## WHAT NEEDS TO BE DONE
In the listing below, locate the lines that hold "Provence" and copy them.

========

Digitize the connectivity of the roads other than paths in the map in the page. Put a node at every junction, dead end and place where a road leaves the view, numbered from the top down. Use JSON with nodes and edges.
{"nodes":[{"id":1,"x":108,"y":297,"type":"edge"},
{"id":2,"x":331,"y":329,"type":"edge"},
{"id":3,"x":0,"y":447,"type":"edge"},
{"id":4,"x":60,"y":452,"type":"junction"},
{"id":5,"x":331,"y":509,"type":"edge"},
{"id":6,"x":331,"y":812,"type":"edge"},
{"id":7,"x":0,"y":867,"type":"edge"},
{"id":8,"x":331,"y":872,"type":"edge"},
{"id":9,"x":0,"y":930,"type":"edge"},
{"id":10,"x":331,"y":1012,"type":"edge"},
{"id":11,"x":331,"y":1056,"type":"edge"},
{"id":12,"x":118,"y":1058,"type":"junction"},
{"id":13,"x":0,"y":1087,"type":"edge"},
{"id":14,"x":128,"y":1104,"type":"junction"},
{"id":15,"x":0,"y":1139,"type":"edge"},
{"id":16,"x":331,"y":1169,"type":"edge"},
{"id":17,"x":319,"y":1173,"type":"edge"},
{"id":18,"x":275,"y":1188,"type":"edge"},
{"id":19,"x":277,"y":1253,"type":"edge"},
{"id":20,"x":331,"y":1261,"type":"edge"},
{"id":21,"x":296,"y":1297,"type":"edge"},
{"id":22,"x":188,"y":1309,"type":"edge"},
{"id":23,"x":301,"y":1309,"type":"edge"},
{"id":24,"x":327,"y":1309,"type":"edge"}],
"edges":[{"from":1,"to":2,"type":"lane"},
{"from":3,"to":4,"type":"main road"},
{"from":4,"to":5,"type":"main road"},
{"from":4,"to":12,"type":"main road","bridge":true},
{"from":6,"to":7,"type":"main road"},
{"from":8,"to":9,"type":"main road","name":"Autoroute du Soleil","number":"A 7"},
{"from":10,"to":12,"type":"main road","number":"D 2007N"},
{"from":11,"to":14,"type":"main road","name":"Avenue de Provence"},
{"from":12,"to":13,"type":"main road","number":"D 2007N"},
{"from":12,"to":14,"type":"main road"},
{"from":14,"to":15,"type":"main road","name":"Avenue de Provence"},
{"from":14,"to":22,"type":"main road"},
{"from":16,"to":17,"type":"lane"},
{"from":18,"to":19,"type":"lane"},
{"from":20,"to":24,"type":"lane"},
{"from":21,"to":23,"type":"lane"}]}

========

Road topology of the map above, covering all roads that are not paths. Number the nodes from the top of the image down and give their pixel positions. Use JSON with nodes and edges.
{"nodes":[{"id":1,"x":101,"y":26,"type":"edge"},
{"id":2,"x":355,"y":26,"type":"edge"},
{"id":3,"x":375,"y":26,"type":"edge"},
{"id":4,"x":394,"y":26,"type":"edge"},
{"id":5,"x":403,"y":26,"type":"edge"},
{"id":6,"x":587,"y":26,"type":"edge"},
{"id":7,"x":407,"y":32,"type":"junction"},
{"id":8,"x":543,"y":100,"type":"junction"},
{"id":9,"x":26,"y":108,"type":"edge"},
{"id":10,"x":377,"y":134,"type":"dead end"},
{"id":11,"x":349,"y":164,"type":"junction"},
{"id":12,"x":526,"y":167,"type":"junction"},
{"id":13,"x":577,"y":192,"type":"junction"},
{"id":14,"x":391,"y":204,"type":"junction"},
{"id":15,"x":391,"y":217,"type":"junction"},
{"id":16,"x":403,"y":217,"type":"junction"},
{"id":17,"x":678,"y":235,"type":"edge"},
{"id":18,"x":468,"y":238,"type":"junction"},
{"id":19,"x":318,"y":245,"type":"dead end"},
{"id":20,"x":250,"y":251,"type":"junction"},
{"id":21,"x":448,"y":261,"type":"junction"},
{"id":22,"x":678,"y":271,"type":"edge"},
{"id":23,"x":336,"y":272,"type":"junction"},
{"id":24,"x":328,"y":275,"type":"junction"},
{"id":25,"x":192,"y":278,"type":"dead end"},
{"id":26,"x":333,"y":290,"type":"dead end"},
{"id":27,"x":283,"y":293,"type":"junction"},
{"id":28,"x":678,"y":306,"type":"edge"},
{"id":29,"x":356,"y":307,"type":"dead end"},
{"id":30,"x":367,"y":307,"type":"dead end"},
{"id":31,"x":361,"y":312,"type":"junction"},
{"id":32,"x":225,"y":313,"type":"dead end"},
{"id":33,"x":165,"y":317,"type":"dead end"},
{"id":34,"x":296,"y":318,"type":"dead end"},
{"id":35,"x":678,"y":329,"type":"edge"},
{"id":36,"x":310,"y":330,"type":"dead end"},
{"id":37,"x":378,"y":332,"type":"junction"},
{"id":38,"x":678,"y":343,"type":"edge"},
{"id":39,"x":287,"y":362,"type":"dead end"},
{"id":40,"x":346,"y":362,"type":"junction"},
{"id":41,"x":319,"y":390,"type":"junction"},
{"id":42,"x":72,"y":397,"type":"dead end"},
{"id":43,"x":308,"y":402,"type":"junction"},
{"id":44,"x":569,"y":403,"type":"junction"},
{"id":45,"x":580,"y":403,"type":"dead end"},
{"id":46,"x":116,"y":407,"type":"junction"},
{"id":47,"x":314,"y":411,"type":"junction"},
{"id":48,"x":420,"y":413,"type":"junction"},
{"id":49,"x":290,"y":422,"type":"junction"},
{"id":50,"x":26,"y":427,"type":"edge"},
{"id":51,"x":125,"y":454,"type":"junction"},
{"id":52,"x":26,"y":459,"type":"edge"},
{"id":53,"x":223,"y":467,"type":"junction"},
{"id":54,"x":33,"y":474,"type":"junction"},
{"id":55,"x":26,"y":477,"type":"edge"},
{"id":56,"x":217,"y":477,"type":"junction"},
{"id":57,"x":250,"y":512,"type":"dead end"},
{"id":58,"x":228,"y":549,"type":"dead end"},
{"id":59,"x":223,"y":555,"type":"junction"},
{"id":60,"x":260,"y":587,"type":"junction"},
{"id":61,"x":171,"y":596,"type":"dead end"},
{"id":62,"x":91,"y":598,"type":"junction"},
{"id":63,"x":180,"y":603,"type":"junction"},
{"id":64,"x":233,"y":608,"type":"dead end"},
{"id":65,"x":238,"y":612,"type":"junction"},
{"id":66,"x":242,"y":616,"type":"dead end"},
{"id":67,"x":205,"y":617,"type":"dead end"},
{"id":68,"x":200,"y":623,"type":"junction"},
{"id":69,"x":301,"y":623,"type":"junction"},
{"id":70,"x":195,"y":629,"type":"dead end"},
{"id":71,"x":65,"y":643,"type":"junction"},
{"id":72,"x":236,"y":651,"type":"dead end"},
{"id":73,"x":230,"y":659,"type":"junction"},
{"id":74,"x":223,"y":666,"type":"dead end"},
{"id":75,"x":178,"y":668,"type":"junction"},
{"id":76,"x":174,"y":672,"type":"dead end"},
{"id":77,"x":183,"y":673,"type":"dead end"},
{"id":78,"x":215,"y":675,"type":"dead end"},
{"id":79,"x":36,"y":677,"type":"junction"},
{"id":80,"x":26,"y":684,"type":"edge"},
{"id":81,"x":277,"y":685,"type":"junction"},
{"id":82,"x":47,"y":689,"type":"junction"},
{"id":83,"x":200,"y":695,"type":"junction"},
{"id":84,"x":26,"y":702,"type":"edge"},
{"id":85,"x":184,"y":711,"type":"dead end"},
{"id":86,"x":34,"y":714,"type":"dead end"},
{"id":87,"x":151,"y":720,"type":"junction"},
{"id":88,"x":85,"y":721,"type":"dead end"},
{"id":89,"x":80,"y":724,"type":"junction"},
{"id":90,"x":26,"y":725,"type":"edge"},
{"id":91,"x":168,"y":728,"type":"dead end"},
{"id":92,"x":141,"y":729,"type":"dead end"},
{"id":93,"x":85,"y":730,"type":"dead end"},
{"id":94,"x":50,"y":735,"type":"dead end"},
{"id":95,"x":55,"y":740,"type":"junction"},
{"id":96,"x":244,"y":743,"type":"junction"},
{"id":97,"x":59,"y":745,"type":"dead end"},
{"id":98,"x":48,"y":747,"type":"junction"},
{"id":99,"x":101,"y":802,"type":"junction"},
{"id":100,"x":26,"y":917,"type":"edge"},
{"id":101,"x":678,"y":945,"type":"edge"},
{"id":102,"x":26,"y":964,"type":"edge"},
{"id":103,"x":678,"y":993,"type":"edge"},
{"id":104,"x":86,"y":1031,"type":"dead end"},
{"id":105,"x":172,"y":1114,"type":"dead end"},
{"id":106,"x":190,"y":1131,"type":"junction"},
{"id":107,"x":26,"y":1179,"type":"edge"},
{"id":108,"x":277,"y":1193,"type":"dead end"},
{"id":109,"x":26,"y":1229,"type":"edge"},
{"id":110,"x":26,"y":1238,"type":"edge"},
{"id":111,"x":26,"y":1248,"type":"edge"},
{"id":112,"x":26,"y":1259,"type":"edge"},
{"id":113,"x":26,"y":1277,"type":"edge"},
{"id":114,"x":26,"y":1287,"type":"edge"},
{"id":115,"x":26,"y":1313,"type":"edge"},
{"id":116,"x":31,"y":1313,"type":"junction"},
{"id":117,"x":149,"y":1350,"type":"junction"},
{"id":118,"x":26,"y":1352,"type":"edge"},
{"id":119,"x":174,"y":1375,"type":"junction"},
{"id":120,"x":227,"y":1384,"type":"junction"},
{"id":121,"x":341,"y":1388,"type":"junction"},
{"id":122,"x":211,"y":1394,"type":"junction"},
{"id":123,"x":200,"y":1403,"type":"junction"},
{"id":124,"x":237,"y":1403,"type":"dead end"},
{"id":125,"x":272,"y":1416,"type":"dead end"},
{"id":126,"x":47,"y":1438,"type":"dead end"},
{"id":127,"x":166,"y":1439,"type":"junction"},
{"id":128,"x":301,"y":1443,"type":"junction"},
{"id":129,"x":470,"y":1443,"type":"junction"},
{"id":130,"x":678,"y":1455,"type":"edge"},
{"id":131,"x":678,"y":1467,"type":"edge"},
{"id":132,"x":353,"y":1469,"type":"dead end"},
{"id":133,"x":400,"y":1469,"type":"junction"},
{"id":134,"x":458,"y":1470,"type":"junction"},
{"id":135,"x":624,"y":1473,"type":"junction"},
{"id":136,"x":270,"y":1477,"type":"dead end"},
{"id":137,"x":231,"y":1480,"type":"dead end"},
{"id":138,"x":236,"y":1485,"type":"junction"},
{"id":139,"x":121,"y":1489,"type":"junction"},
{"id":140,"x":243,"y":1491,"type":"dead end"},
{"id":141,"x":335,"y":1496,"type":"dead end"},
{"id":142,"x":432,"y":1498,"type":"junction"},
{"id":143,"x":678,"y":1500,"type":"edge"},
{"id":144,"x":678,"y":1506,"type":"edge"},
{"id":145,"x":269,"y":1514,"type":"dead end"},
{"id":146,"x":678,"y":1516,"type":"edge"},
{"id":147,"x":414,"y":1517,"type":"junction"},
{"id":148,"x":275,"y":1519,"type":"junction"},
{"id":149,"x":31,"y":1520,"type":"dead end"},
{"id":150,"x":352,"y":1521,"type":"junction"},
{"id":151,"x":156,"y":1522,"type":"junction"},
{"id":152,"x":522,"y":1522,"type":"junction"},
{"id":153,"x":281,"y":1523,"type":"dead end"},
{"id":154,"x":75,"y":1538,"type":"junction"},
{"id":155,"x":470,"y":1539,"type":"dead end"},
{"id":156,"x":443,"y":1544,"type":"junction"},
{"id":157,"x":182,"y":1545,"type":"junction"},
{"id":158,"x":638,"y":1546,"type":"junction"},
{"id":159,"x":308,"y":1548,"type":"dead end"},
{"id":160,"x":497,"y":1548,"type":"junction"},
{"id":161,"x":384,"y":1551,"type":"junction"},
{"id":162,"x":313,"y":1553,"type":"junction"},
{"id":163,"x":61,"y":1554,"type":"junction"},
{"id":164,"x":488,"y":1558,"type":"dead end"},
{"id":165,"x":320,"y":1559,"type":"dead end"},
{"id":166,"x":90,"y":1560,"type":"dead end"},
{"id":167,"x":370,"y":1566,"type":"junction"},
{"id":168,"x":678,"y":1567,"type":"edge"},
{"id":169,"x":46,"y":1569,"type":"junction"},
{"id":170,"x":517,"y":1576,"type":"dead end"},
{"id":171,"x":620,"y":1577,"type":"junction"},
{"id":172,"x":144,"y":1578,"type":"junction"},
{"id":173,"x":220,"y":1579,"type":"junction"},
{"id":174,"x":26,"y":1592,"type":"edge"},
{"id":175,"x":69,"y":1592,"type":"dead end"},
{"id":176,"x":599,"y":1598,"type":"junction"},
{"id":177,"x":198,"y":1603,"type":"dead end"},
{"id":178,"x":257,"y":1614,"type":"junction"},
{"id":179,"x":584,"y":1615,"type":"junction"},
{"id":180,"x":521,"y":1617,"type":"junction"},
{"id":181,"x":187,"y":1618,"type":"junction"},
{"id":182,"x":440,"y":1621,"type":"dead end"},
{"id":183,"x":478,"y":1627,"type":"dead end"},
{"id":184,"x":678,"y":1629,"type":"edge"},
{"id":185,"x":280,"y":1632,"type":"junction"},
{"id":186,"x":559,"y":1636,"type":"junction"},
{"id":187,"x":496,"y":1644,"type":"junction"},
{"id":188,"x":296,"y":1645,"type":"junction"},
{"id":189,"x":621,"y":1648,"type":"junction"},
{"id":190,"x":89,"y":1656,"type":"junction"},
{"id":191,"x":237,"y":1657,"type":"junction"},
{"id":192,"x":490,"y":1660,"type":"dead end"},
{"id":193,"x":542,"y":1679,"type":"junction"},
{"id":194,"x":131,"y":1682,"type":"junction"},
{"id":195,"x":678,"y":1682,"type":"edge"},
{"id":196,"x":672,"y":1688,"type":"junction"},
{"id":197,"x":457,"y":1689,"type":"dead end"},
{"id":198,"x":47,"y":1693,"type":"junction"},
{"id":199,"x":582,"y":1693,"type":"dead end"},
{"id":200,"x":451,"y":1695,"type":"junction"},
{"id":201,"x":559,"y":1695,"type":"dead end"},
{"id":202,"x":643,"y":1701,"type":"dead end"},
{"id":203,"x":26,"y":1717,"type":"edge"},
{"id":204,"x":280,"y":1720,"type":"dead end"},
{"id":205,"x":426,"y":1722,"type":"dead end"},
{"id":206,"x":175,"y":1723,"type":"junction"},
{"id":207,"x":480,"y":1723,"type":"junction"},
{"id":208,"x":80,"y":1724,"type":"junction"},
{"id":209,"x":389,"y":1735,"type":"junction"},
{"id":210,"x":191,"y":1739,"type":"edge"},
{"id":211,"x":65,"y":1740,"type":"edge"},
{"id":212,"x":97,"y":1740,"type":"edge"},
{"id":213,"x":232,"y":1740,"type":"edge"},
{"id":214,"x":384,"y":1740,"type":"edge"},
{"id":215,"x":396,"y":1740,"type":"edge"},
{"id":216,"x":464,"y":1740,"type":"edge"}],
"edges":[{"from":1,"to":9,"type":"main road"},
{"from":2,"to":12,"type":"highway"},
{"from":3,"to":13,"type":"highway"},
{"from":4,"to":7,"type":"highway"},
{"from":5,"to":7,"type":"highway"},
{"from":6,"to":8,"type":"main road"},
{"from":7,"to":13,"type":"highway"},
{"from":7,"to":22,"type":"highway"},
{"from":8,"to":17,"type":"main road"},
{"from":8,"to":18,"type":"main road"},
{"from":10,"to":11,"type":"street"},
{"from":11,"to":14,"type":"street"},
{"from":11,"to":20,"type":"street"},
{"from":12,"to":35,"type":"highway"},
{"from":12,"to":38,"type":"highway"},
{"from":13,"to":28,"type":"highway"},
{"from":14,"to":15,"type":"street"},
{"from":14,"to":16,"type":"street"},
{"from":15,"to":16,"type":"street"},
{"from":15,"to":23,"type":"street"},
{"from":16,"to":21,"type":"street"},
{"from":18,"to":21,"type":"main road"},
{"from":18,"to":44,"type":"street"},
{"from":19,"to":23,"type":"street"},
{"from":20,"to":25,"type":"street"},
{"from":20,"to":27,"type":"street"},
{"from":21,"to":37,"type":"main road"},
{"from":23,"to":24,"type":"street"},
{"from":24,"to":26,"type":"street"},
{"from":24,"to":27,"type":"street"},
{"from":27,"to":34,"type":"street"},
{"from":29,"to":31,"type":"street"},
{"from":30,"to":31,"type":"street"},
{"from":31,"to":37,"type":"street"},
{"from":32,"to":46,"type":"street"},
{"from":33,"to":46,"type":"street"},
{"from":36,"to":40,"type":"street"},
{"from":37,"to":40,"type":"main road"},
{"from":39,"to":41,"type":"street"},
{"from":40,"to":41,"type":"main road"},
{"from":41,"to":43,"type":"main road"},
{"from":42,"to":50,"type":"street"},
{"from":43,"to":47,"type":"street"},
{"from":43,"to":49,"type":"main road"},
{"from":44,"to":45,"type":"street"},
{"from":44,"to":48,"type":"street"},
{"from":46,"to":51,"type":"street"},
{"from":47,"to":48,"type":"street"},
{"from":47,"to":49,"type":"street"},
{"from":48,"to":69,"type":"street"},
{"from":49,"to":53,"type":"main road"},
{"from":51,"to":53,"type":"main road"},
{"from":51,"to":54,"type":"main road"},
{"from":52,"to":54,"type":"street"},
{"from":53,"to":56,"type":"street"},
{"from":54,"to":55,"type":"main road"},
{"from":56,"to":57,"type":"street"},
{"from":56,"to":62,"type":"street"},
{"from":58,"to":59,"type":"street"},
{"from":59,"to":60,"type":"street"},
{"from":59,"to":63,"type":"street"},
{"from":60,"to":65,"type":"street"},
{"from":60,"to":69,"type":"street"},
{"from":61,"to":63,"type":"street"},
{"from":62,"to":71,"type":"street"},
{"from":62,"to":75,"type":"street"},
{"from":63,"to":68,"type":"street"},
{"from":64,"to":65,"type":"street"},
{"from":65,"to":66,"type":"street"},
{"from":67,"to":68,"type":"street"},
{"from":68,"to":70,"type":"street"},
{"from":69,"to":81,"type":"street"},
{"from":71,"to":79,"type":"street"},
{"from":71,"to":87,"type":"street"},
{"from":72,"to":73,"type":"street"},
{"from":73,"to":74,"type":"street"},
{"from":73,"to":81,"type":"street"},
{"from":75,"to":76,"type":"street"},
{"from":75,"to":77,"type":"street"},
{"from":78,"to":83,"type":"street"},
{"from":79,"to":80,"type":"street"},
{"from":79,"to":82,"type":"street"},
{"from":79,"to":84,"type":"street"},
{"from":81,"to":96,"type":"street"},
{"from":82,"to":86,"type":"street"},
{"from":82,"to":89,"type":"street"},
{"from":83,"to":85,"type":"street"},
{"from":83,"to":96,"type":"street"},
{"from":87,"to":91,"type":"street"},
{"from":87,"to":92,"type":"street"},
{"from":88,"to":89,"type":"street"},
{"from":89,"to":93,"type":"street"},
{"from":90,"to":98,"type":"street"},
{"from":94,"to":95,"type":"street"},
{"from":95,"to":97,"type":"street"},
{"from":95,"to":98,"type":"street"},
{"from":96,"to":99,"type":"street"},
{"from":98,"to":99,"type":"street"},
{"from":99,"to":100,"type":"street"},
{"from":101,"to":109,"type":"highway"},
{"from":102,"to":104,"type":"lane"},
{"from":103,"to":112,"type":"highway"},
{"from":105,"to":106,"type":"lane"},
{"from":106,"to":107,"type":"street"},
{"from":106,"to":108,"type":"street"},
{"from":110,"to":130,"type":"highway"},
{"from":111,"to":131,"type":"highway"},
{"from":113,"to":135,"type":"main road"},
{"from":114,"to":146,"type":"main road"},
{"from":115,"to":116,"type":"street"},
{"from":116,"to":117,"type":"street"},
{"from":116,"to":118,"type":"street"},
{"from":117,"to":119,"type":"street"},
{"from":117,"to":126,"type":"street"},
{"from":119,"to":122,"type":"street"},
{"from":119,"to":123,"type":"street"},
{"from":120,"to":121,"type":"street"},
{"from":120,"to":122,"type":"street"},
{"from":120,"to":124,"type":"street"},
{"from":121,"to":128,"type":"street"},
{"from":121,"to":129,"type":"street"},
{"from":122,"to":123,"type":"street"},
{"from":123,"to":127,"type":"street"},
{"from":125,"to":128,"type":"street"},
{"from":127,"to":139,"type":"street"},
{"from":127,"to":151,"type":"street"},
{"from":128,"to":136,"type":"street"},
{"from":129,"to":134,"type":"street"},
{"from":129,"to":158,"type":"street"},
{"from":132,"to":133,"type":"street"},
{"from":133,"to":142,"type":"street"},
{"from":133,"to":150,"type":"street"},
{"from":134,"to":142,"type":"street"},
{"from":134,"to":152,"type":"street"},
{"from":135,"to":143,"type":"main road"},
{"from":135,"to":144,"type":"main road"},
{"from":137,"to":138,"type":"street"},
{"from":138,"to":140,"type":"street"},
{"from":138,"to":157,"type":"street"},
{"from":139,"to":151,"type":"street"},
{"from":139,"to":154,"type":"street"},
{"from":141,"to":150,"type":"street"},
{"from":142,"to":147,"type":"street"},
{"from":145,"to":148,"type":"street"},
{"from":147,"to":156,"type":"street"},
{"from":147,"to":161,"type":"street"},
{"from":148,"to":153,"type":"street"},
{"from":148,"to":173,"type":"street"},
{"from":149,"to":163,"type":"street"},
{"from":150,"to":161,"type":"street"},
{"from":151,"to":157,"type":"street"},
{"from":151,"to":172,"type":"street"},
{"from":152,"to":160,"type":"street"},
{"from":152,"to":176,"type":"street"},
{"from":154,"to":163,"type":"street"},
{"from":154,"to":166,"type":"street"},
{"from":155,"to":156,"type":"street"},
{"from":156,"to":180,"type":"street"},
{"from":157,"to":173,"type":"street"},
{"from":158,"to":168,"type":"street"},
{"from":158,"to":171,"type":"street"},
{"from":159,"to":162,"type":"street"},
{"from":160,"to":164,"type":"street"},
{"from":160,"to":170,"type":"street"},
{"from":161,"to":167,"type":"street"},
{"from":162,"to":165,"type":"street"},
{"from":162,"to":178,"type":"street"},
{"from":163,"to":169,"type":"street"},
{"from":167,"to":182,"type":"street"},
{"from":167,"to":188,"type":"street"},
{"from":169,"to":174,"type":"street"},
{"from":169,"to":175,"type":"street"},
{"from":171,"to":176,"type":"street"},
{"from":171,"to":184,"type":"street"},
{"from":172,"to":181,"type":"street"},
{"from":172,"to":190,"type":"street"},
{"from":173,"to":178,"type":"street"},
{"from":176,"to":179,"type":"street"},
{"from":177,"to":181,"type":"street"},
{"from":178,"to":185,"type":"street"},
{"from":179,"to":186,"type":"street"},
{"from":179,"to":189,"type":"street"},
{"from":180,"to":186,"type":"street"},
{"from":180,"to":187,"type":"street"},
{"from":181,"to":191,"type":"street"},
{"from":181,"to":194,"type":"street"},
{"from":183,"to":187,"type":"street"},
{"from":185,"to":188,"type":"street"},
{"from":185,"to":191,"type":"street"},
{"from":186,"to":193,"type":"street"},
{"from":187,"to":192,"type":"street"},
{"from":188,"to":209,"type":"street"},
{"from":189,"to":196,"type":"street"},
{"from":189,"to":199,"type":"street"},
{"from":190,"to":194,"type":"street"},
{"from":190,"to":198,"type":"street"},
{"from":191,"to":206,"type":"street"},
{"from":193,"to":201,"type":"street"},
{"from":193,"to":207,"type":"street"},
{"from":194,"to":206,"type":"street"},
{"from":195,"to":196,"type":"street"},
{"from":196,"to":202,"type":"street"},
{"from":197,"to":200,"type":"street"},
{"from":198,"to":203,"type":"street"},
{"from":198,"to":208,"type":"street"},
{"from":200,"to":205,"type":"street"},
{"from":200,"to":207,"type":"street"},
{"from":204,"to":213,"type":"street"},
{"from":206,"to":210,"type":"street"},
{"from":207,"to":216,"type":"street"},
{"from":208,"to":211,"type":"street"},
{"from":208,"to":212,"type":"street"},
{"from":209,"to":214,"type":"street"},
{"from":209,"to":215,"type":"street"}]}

========

## ANSWER TO THE EXERCISE
{"from":11,"to":14,"type":"main road","name":"Avenue de Provence"},
{"from":14,"to":15,"type":"main road","name":"Avenue de Provence"},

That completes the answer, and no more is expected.